Womanindonesia.co.id – Hari Bahasa Isyarat Internasional diperingati pada tanggal 23 September setiap tahun di seluruh dunia. Peringatan hari internasional ini merupakan pelestarian bahasa isyarat bagi kalangan tunarungu atau tuli guna mewujudkan hak asasi mereka.
Latar Belakang Hari Bahasa Isyarat Internasional 23 September
Dilansir dari laman Perserikatan Bangsa-Bangsa (PBB), peringatan Hari Bahasa Isyarat Internasional mengacu pada hari pembentukan World Federation of The Deaf, yakni perserikatan 135 asosiasi tunarungu atau tuli pada 23 September 1951.
Berdasarkan data dari World Federation of The Deaf, saat ini terdapat sekitar 70 juta penduduk mengalami tunarungu di seluruh dunia. Lebih dari 80 persennya tinggal di negara berkembang dan menggunakan bahasa isyarat beragam.
Bahasa isyarat merupakan bahasa non-lisan yang mengandalkan komunikasi manual, bahasa tubuh, dan gerak bibir. Bahasa isyarat ini berbeda secara struktural dari bahasa lisan.
Sebagaimana halnya bahasa lisan, bahasa isyarat terbentuk secara alami sesuai dengan kebudayaan masyarakat masing-masing.
2 Jenis Bahasa Isyarat yang Digunakan di Indonesia
Saat ini diketahui ada kurang lebih 300 bahasa isyarat berbeda di seluruh dunia. Di Indonesia, terdapat dua jenis bahasa isyarat yang paling umum digunakan untuk berkomunikasi, yakni Sistem Bahasa Isyarat Indonesia (SIBI) dan Bahasa Isyarat Indonesia (Bisindo).

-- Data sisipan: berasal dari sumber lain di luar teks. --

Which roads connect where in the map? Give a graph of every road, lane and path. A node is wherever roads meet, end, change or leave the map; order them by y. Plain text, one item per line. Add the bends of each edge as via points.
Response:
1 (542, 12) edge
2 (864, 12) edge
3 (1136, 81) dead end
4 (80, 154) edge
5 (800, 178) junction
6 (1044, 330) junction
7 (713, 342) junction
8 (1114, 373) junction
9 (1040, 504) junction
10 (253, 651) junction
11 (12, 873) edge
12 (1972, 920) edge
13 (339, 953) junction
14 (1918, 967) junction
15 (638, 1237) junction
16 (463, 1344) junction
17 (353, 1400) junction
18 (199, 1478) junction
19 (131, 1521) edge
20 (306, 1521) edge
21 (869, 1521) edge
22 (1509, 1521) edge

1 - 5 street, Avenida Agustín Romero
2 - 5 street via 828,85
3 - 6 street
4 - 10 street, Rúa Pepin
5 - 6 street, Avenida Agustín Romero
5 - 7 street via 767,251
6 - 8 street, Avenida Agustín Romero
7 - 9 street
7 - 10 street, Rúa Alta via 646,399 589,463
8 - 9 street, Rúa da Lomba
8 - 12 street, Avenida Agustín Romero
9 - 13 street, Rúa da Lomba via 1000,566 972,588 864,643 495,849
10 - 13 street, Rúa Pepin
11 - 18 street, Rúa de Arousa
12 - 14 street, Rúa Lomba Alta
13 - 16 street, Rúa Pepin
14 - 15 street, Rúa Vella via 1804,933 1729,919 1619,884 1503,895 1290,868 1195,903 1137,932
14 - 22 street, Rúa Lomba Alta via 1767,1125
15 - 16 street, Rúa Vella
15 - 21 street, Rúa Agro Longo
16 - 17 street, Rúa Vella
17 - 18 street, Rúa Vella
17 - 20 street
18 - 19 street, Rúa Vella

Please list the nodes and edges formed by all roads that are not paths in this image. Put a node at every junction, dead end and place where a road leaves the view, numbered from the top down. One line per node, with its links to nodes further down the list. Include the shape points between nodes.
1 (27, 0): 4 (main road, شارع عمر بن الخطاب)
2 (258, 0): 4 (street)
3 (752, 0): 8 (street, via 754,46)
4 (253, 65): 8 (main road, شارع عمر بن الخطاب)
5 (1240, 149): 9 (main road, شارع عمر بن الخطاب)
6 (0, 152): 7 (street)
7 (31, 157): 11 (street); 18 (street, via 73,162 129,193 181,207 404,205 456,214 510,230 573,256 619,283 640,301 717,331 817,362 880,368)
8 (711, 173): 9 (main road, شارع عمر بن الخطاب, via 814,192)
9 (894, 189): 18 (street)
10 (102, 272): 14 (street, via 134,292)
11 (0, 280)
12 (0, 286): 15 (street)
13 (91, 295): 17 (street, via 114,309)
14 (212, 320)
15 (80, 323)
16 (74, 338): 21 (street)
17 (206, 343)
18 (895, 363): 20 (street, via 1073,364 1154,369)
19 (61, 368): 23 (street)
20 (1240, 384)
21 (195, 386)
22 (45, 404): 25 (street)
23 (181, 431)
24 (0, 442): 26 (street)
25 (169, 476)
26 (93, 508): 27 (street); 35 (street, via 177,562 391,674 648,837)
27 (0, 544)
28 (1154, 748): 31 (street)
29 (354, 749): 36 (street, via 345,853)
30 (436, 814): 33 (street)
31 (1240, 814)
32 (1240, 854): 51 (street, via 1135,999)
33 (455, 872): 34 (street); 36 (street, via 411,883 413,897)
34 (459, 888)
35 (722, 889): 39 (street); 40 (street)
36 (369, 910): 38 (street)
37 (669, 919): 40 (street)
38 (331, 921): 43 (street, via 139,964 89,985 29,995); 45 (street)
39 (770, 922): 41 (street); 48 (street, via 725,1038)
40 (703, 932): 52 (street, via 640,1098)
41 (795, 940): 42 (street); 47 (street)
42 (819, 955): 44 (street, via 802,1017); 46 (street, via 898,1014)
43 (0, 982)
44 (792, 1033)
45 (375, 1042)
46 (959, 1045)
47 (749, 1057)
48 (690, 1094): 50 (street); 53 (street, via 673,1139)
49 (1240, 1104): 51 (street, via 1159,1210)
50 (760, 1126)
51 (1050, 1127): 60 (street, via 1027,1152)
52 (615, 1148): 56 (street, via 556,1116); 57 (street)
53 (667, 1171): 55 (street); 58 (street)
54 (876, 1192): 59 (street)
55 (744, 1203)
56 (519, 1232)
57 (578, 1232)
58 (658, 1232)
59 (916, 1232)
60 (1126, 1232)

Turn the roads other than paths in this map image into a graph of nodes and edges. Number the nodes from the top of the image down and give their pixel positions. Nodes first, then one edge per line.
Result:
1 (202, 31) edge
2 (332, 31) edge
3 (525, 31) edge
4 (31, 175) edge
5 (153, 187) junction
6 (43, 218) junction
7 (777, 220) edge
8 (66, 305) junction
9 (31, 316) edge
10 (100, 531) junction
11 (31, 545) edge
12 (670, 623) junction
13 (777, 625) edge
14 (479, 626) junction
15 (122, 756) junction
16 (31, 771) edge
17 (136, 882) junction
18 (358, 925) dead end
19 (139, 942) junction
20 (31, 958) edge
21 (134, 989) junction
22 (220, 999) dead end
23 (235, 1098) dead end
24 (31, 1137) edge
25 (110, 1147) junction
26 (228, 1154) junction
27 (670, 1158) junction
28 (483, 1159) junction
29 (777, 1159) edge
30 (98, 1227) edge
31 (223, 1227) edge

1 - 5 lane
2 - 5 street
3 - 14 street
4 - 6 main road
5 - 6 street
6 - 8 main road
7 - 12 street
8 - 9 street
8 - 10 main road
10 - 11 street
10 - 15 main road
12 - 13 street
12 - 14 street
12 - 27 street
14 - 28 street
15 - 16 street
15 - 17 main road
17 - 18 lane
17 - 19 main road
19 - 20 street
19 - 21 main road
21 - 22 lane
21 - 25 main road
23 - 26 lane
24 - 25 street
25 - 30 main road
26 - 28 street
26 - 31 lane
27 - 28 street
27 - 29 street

Sistem Bahasa Isyarat Indonesia (SIBI)
Peneliti Bahasa Isyarat dari Universitas Indonesia, Adi Kusuma Baroto dalam laman Tempo, Senin, 8 Juli 2018, mengatakan SIBI dibuat untuk merepresentasikan tata bahasa lisan Indonesia ke dalam isyarat buatan. SIBI memiliki struktur yang sama dengan tata bahasa lisan Indonesia, seperti adanya awalan dan akhiran.
Penerapan SIBI diteken secara resmi oleh Menteri Pendidikan dan Kebudayaan (Mendikbud) melalui SK No. 0161/U/2994 pada 30 Juni 1994 tentang Pembakuan Sistem Isyarat Bahasa Indonesia. SIBI digunakan sebagai bahasa pengantar komunikasi di kurikulum Sekolah Luar Biasa (SLB) hingga saat ini.
Bahasa Isyarat Indonesia (Bisindo)
Berbeda dari SIBI yang merupakan sistem buatan dan bukan merupakan bahasa, BISINDO merupakan bahasa ibu yang tumbuh secara alami pada kalangan komunitas Tuli di Indonesia. Menurut Adi, BISINDO adalah satu dari 100 bahasa isyarat yang berkembang secara alami pada masyarakat Tuli dunia.
Perbedaan lainnya adalah SIBI menggunakan isyarat khusus untuk morfem imbuhan mengikuti bahasa Indonesia, sehingga kata-katanya jauh lebih panjang daripada kata-kata dalam bahasa isyarat alami seperti BISINDO.
Istilah BISINDO digunakan pertama kali dalam resolusi kongres ke-7 Gerkatin yang diselenggarakan di Makassar pada tahun 2006. Walaupun begitu, istilah BISINDO tidak memiliki pengertian yang pasti. Linguis Nicholas Palfreyman (yang juga seorang Tuli) mencatat tiga pandangan mengenai BISINDO, yaitu:
1. bahwa BISINDO adalah bahasa isyarat yang digunakan oleh kaum Tuli di Indonesia, dan setiap isyarat dari berbagai ragam harus dipilih untuk disatukan menjadi ragam baku yang definitif;
2. bahwa BISINDO adalah ragam bahasa isyarat yang digunakan di Jakarta, dan ragam inilah yang mesti dipopulerkan ke seluruh Indonesia; dan
3. bahwa BISINDO merupakan bahasa isyarat yang digunakan oleh kaum Tuli di Indonesia dengan berbagai ragam, dan bahwa ragam-ragam daerah ini unik dan mesti dipromosikan tanpa harus dibakukan. Pandangan ketiga, menurut Palfreyman, merupakan pandangan yang relatif banyak didukung akhir-akhir ini.